WebSphere

 

Portal Express, Version 6.0
Operating systems: i5/OS, Linux, Windows

 

Built-in redundancy

Syndication can be used to supply built-in redundancy to a group of Web Content Management applications.

 

Example 1: Automatic redundancy

In this example, a pair of Staging applications are used to syndicate between authoring and delivery applications. Syndication is enabled on both staging applications to each authoring and delivery application.
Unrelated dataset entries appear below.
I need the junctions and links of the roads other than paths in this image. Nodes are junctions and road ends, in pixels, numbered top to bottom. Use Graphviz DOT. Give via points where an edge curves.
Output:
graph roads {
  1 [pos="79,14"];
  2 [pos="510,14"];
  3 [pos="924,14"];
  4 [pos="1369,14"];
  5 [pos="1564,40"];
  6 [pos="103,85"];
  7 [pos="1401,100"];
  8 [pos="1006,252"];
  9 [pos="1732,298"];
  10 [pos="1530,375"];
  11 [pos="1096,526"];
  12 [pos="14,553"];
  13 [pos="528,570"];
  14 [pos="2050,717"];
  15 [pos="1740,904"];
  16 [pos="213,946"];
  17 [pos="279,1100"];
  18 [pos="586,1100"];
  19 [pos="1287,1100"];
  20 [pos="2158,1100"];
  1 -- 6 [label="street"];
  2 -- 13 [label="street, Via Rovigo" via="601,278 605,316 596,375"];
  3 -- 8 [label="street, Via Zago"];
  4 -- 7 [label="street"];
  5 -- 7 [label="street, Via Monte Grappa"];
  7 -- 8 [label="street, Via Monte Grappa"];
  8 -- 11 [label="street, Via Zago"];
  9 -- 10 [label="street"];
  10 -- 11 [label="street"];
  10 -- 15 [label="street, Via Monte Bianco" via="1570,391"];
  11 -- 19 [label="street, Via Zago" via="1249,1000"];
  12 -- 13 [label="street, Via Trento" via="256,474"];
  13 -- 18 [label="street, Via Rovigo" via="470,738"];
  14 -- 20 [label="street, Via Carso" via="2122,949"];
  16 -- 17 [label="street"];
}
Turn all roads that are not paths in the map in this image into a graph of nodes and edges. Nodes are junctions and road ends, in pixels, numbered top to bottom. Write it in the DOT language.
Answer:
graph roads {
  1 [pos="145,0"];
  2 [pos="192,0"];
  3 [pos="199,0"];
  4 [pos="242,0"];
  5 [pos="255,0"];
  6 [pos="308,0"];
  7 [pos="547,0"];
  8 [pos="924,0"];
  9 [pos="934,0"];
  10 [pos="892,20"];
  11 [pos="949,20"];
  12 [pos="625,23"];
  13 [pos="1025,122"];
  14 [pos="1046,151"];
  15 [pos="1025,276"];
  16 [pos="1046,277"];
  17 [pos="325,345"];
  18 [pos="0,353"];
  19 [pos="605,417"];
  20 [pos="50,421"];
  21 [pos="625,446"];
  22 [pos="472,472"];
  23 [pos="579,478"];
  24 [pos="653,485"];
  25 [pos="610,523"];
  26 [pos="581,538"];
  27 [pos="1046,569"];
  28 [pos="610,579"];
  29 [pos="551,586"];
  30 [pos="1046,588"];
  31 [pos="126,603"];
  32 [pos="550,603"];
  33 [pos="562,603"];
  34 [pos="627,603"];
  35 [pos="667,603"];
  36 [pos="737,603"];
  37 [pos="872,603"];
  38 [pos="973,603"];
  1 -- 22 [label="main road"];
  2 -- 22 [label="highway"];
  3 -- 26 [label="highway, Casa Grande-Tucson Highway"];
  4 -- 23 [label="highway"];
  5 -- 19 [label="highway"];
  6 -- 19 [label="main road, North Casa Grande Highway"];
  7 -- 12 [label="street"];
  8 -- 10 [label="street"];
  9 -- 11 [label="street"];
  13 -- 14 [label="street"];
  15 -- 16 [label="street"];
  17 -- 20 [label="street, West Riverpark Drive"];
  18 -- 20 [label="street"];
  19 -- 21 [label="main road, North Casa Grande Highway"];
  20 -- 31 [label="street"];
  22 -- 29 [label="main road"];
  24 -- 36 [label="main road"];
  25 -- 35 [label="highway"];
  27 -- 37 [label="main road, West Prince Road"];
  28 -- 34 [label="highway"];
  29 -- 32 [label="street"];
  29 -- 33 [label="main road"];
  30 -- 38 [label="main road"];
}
This means that each staging application contains the same data. If one staging application goes down, data continues to be automatically syndicated from the authoring application to the delivery application via the remaining staging application.

This architecture is useful when you are continuously syndicating between authoring, staging and delivery applications. This automatic redundancy structure could also be applied to a set of authoring or delivery applications.

Automatic redundancy diagram

 

Example 2: Manual redundancy

In this example, a primary Staging application is used to syndicate to a Delivery application. This primary Staging application also syndicates to a backup application. If the primary Staging application goes down, you can manually switch to the backup Staging application by enabling syndication between the backup Staging application and any Authoring or Delivery applications.

This architecture is useful if you only manually "batch-syndicate" from a Staging application to a Delivery application. This manual redundancy structure could also be applied to a set of Authoring or Delivery applications.

Manual redundancy diagram

Syndication is used as the transport layer that replicates data from one IBM® Workplace Web Content Management™ application to another. Further information can be found in Syndication.